At present, the main transmission routes of COVID-19 are respiratory droplets and close contact. Aerosol transmission can be caused by exposure to virus-contaminated objects and environments under certain conditions. Fecal-oral transmission might be possible, while tear (conjunctival) and mother-to-fetus transmission are yet to be confirmed, providing a reference basis for COVID-19 prevention and public protection[133-135]. Since GI symptoms alone are quite rare in COVID-19 patients, a routine SARS-CoV-2 stool test is not indicated, and it should be performed only in patients with negative nasopharyngeal swabs in the presence of clear imaging features indicative of interstitial pneumonia. However, there is no definite suggestion on whether a routine SARS-CoV-2 stool test is needed in COVID-19 patients who were cured and had negative nasopharyngeal swabs.

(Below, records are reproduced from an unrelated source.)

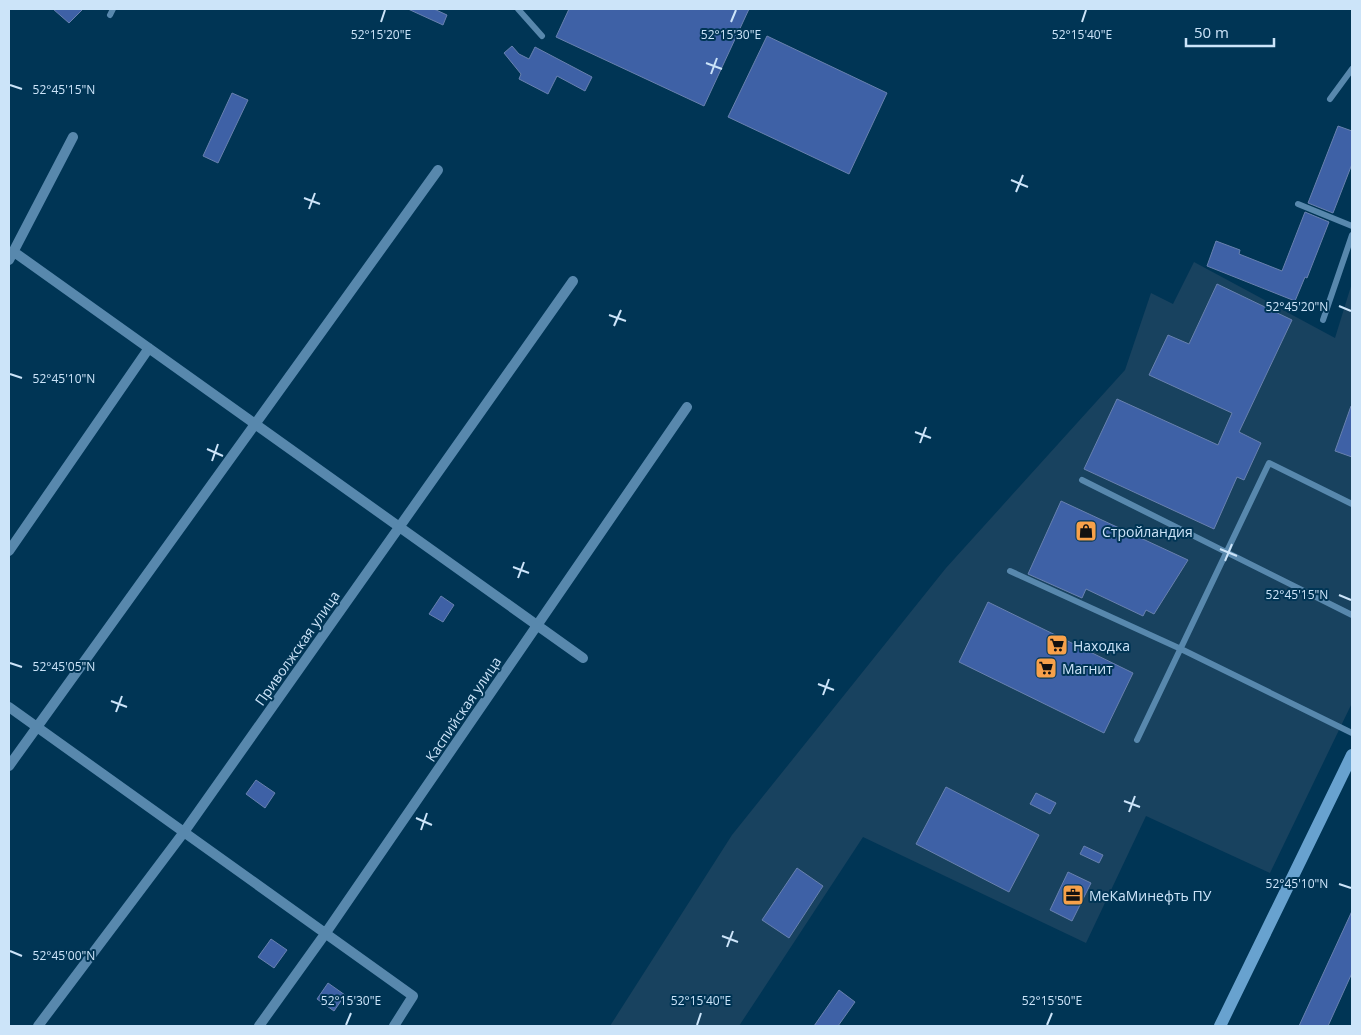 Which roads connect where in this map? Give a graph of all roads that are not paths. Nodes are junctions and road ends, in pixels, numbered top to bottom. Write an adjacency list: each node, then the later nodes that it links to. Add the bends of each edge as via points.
1 (113, 9): 3 (lane)
2 (518, 9): 4 (lane)
3 (110, 15)
4 (542, 36)
5 (1352, 69): 6 (lane)
6 (1330, 99)
7 (73, 137): 12 (street)
8 (438, 170): 17 (street)
9 (1298, 204): 10 (lane)
10 (1352, 226)
11 (1352, 235): 14 (lane)
12 (11, 256): 15 (street)
13 (573, 281): 20 (street, Приволжская улица)
14 (1323, 320)
15 (148, 348): 17 (street); 21 (street)
16 (687, 406): 25 (street, Каспийская улица)
17 (255, 424): 20 (street); 29 (street)
18 (1082, 480): 22 (lane)
19 (1352, 504): 22 (lane, via 1269,463)
20 (399, 527): 25 (street); 34 (street, Приволжская улица)
21 (9, 551)
22 (1226, 553): 24 (lane); 26 (lane)
23 (1010, 571): 26 (lane)
24 (1352, 615)
25 (537, 625): 27 (street); 35 (street, Каспийская улица)
26 (1181, 649): 30 (lane); 31 (lane)
27 (583, 658)
28 (9, 706): 29 (street)
29 (37, 727): 33 (street); 34 (street)
30 (1352, 734)
31 (1137, 740)
32 (1352, 755): 39 (main road)
33 (9, 766)
34 (184, 832): 35 (street); 36 (street, Приволжская улица)
35 (325, 934): 37 (street, Каспийская улица); 38 (street, via 413,996)
36 (38, 1026)
37 (259, 1026)
38 (394, 1026)
39 (1220, 1026)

During the pandemic, appointment system, drive-in procedure, proper wearing of PPE, strengthening ventilation and disinfection, only emergency endoscopies, and various prevention measures (including human, instruments, materials, methods, and environment) should be enforced in the outpatient visits, inpatient ward, and endoscopy centers. Meanwhile, in the era of COVID-19, these prevention strategies should be improved continually to fit their own unique condition, including released guidelines, recommendations, position statements, or published practical experiences by different organizations and societies worldwide. Increasing evidence suggests that fecal-oral transmission and environmental contamination by COVID-19 patients should not be ignored[13,17,114,136,137]. Although additional experiments and clinical studies are required, future prevention and control measures should consider the possibility of fecal-oral transmission and environmental contamination of the SARS-CoV-2 virus.